For these records, count the lines containing the word "Atenco" and respond with the number alone.

» Material for this exercise
*** Block opens ***

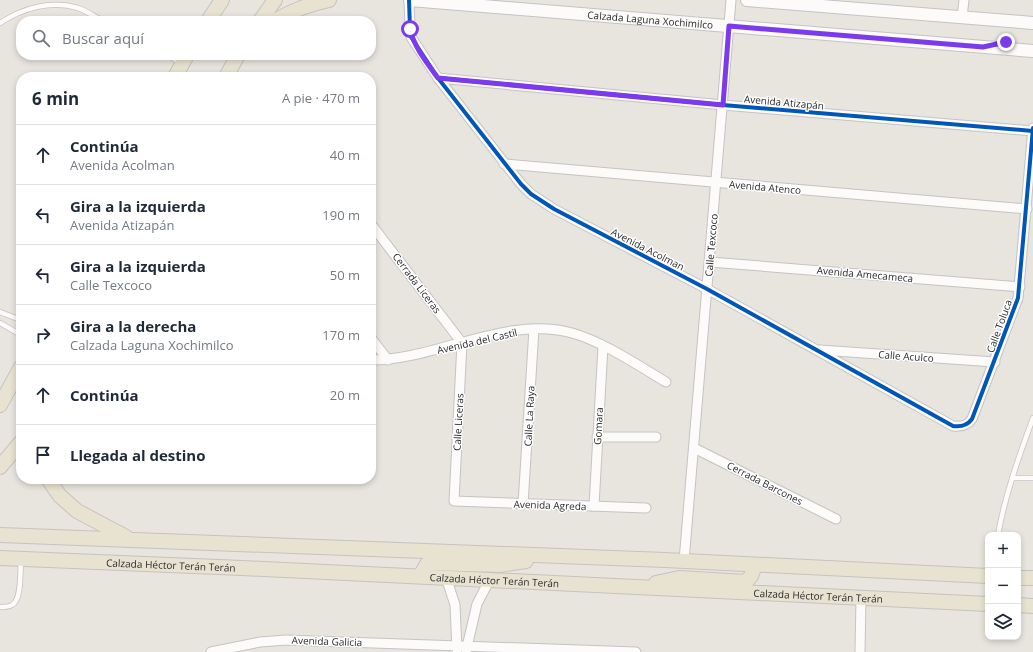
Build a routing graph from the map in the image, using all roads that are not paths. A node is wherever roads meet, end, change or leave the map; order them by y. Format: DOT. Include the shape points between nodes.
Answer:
graph roads {
  1 [pos="222,0"];
  2 [pos="275,0"];
  3 [pos="329,0"];
  4 [pos="410,0"];
  5 [pos="731,0"];
  6 [pos="747,0"];
  7 [pos="964,0"];
  8 [pos="94,16"];
  9 [pos="211,16"];
  10 [pos="264,16"];
  11 [pos="282,16"];
  12 [pos="962,17"];
  13 [pos="0,23"];
  14 [pos="1033,23"];
  15 [pos="729,26"];
  16 [pos="1033,44"];
  17 [pos="983,47"];
  18 [pos="1033,51"];
  19 [pos="184,60"];
  20 [pos="235,60"];
  21 [pos="178,72"];
  22 [pos="229,72"];
  23 [pos="438,78"];
  24 [pos="723,105"];
  25 [pos="1033,128"];
  26 [pos="1033,131"];
  27 [pos="504,164"];
  28 [pos="716,183"];
  29 [pos="1027,209"];
  30 [pos="376,231"];
  31 [pos="710,262"];
  32 [pos="1020,287"];
  33 [pos="708,289"];
  34 [pos="0,312"];
  35 [pos="16,318"];
  36 [pos="0,323"];
  37 [pos="534,329"];
  38 [pos="16,332"];
  39 [pos="462,343"];
  40 [pos="376,344"];
  41 [pos="603,346"];
  42 [pos="817,350"];
  43 [pos="376,360"];
  44 [pos="388,360"];
  45 [pos="995,362"];
  46 [pos="16,376"];
  47 [pos="666,382"];
  48 [pos="0,405"];
  49 [pos="1033,418"];
  50 [pos="964,426"];
  51 [pos="1027,433"];
  52 [pos="1033,433"];
  53 [pos="597,436"];
  54 [pos="656,438"];
  55 [pos="16,448"];
  56 [pos="694,448"];
  57 [pos="0,467"];
  58 [pos="1012,478"];
  59 [pos="1033,478"];
  60 [pos="52,484"];
  61 [pos="454,501"];
  62 [pos="524,504"];
  63 [pos="594,506"];
  64 [pos="646,508"];
  65 [pos="836,519"];
  66 [pos="999,532"];
  67 [pos="0,535"];
  68 [pos="132,540"];
  69 [pos="554,556"];
  70 [pos="0,558"];
  71 [pos="21,559"];
  72 [pos="684,562"];
  73 [pos="756,565"];
  74 [pos="420,576"];
  75 [pos="985,576"];
  76 [pos="446,577"];
  77 [pos="1021,578"];
  78 [pos="1033,578"];
  79 [pos="490,579"];
  80 [pos="640,587"];
  81 [pos="861,598"];
  82 [pos="985,604"];
  83 [pos="1021,605"];
  84 [pos="1033,606"];
  85 [pos="0,607"];
  86 [pos="456,649"];
  87 [pos="467,650"];
  88 [pos="211,652"];
  89 [pos="636,652"];
  90 [pos="860,652"];
  1 -- 9 [label="main road"];
  2 -- 10 [label="main road"];
  3 -- 11 [label="main road"];
  4 -- 15 [label="main road, Calzada Laguna Xochimilco"];
  4 -- 23 [label="street, Avenida Acolman" via="411,37"];
  5 -- 15 [label="street, Calle Texcoco"];
  6 -- 12 [label="main road"];
  7 -- 12 [label="street"];
  8 -- 13 [label="lane" via="79,8 53,3 15,13"];
  12 -- 14 [label="main road"];
  15 -- 17 [label="main road, Calzada Laguna Xochimilco"];
  15 -- 24 [label="street, Calle Texcoco"];
  16 -- 17 [label="main road" via="1000,42"];
  17 -- 18 [label="main road, Calzada Laguna Xochimilco"];
  19 -- 21 [label="main road"];
  20 -- 22 [label="main road"];
  23 -- 24 [label="street, Avenida Atizapán"];
  23 -- 27 [label="street, Avenida Acolman"];
  24 -- 26 [label="street, Avenida Atizapán"];
  24 -- 28 [label="street, Calle Texcoco"];
  25 -- 26 [label="street, Calle Toluca"];
  26 -- 29 [label="street, Calle Toluca"];
  27 -- 28 [label="street, Avenida Atenco"];
  27 -- 33 [label="street, Avenida Acolman" via="531,194 554,209"];
  28 -- 29 [label="street, Avenida Atenco"];
  28 -- 31 [label="street, Calle Texcoco"];
  29 -- 32 [label="street, Calle Toluca"];
  30 -- 39 [label="street, Cerrada Liceras"];
  31 -- 32 [label="street, Avenida Amecameca"];
  31 -- 33 [label="street, Calle Texcoco"];
  32 -- 45 [label="street, Calle Toluca" via="1016,307"];
  33 -- 42 [label="street, Avenida Acolman"];
  33 -- 56 [label="street, Calle Texcoco"];
  34 -- 35 [label="lane"];
  36 -- 38 [label="lane"];
  37 -- 39 [label="street, Avenida del Castil" via="506,332"];
  37 -- 41 [label="street, Avenida del Castil" via="572,333"];
  37 -- 62 [label="street, Calle La Raya"];
  39 -- 44 [label="street, Avenida del Castil"];
  39 -- 61 [label="street, Calle Liceras"];
  40 -- 44 [label="street"];
  41 -- 47 [label="street, Avenida del Castil"];
  41 -- 53 [label="street, Gomara"];
  42 -- 45 [label="street, Calle Aculco"];
  42 -- 50 [label="street, Avenida Acolman" via="952,426"];
  43 -- 44 [label="street, Avenida del Castil"];
  45 -- 50 [label="street, Calle Toluca" via="972,419"];
  46 -- 48 [label="main road"];
  49 -- 51 [label="lane"];
  51 -- 52 [label="lane"];
  51 -- 58 [label="lane"];
  53 -- 54 [label="street"];
  53 -- 63 [label="street, Gomara"];
  55 -- 57 [label="main road"];
  56 -- 65 [label="street, Cerrada Barcones"];
  56 -- 72 [label="street, Calle Texcoco"];
  58 -- 59 [label="lane"];
  58 -- 66 [label="lane"];
  60 -- 68 [label="main road" via="60,496 77,511"];
  61 -- 62 [label="street, Avenida Agreda"];
  62 -- 63 [label="street, Avenida Agreda"];
  63 -- 64 [label="street, Avenida Agreda"];
  67 -- 68 [label="main road"];
  68 -- 69 [label="main road"];
  69 -- 72 [label="main road"];
  69 -- 74 [label="main road" via="500,565 430,563"];
  70 -- 71 [label="main road, Calzada Héctor Terán Terán"];
  71 -- 74 [label="main road, Calzada Héctor Terán Terán"];
  71 -- 85 [label="lane" via="17,600 13,605"];
  72 -- 73 [label="main road"];
  73 -- 75 [label="main road"];
  73 -- 80 [label="main road" via="746,582 679,578"];
  74 -- 76 [label="main road, Calzada Héctor Terán Terán"];
  76 -- 79 [label="main road, Calzada Héctor Terán Terán"];
  76 -- 86 [label="street" via="455,605"];
  77 -- 78 [label="main road"];
  79 -- 80 [label="main road, Calzada Héctor Terán Terán"];
  79 -- 87 [label="street" via="477,604"];
  80 -- 81 [label="main road, Calzada Héctor Terán Terán"];
  81 -- 82 [label="main road, Calzada Héctor Terán Terán"];
  81 -- 90 [label="street"];
  83 -- 84 [label="main road"];
  86 -- 87 [label="street, Avenida Galicia"];
  86 -- 88 [label="street, Avenida Galicia" via="286,640 260,642"];
  87 -- 89 [label="street, Avenida Galicia"];
}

*** Block closes ***

» Response box
2